_Exercise brief:_ From the records below, extract all the text exactly and leave the images behind.

Exercise materials below:

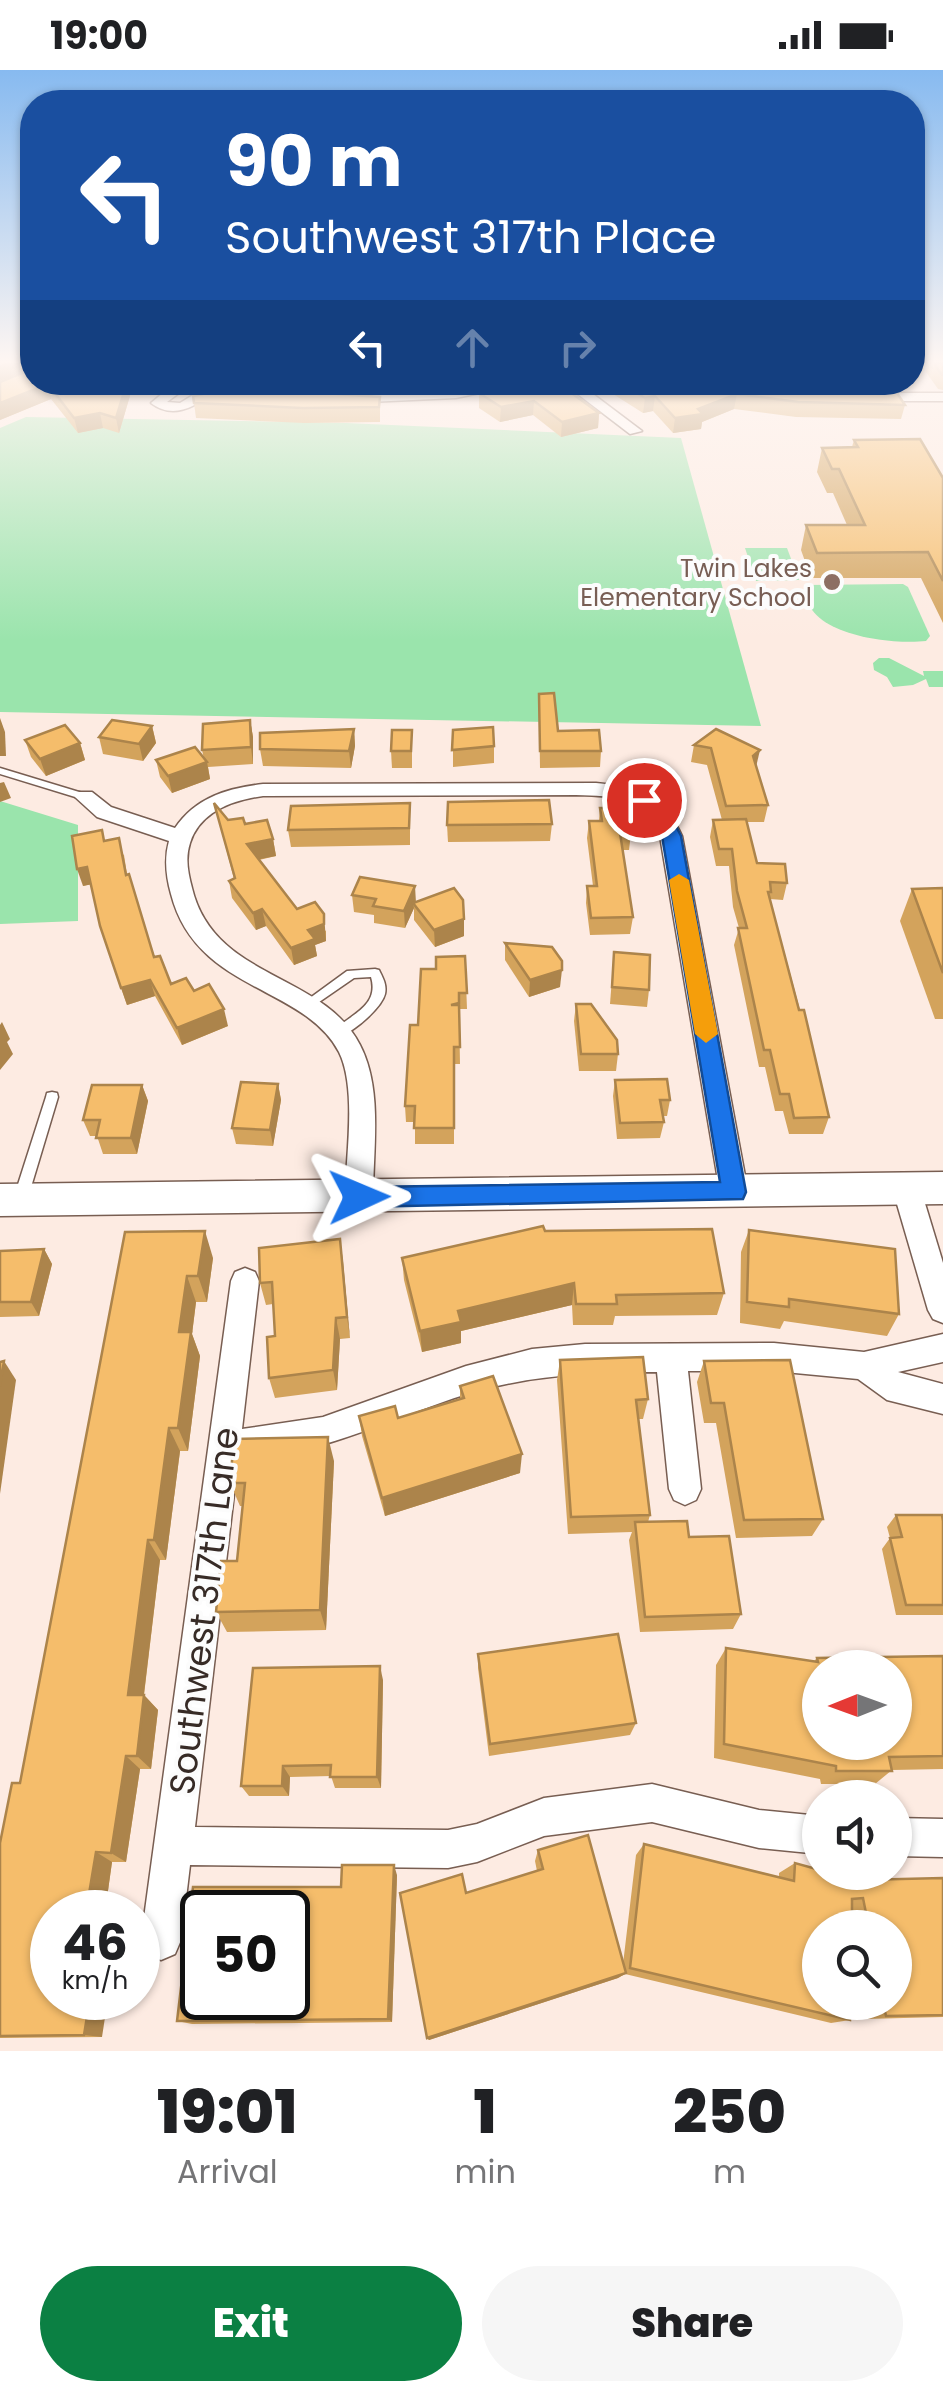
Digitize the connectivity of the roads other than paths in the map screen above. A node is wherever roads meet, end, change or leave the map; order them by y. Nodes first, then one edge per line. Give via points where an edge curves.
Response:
1 (0, 771) edge
2 (84, 797) joint
3 (177, 848) junction
4 (303, 1008) junction
5 (338, 1032) junction
6 (52, 1097) dead end
7 (925, 1188) edge
8 (734, 1192) junction
9 (359, 1197) junction
10 (10, 1200) edge
11 (245, 1281) dead end
12 (943, 1310) edge
13 (943, 1348) edge
14 (672, 1358) junction
15 (864, 1366) junction
16 (943, 1399) edge
17 (226, 1445) junction
18 (685, 1488) dead end
19 (802, 1834) edge
20 (912, 1837) edge
21 (943, 1838) edge
22 (175, 1846) junction
23 (161, 1940) dead end

1 - 2 lane
2 - 3 street
3 - 4 street via 180,888 206,942
3 - 8 street via 202,812 221,799 265,791 590,791 644,800 663,816 671,836
4 - 5 street
4 - 5 lane via 351,974 376,973 382,994 375,1005
5 - 9 street via 355,1067
6 - 10 lane
7 - 8 main road
7 - 12 street
8 - 9 main road
9 - 10 main road
11 - 17 street, Southwest 317th Lane
13 - 15 street
14 - 15 street via 774,1357
14 - 17 street via 532,1363 323,1432
14 - 18 street
15 - 16 street via 898,1390
17 - 22 street, Southwest 317th Lane
19 - 22 street via 652,1803 544,1817 477,1844 448,1848
20 - 21 street
22 - 23 street, Southwest 317th Lane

End of Exercise materials.

_Task answer:_
Digitize the connectivity of the roads other than paths in the map screen above. A node is wherever roads meet, end, change or leave the map; order them by y. Nodes first, then one edge per line. Give via points where an edge curves.
Response:
1 (0, 771) edge
2 (84, 797) joint
3 (177, 848) junction
4 (303, 1008) junction
5 (338, 1032) junction
6 (52, 1097) dead end
7 (925, 1188) edge
8 (734, 1192) junction
9 (359, 1197) junction
10 (10, 1200) edge
11 (245, 1281) dead end
12 (943, 1310) edge
13 (943, 1348) edge
14 (672, 1358) junction
15 (864, 1366) junction
16 (943, 1399) edge
17 (226, 1445) junction
18 (685, 1488) dead end
19 (802, 1834) edge
20 (912, 1837) edge
21 (943, 1838) edge
22 (175, 1846) junction
23 (161, 1940) dead end

1 - 2 lane
2 - 3 street
3 - 4 street via 180,888 206,942
3 - 8 street via 202,812 221,799 265,791 590,791 644,800 663,816 671,836
4 - 5 street
4 - 5 lane via 351,974 376,973 382,994 375,1005
5 - 9 street via 355,1067
6 - 10 lane
7 - 8 main road
7 - 12 street
8 - 9 main road
9 - 10 main road
11 - 17 street, Southwest 317th Lane
13 - 15 street
14 - 15 street via 774,1357
14 - 17 street via 532,1363 323,1432
14 - 18 street
15 - 16 street via 898,1390
17 - 22 street, Southwest 317th Lane
19 - 22 street via 652,1803 544,1817 477,1844 448,1848
20 - 21 street
22 - 23 street, Southwest 317th Lane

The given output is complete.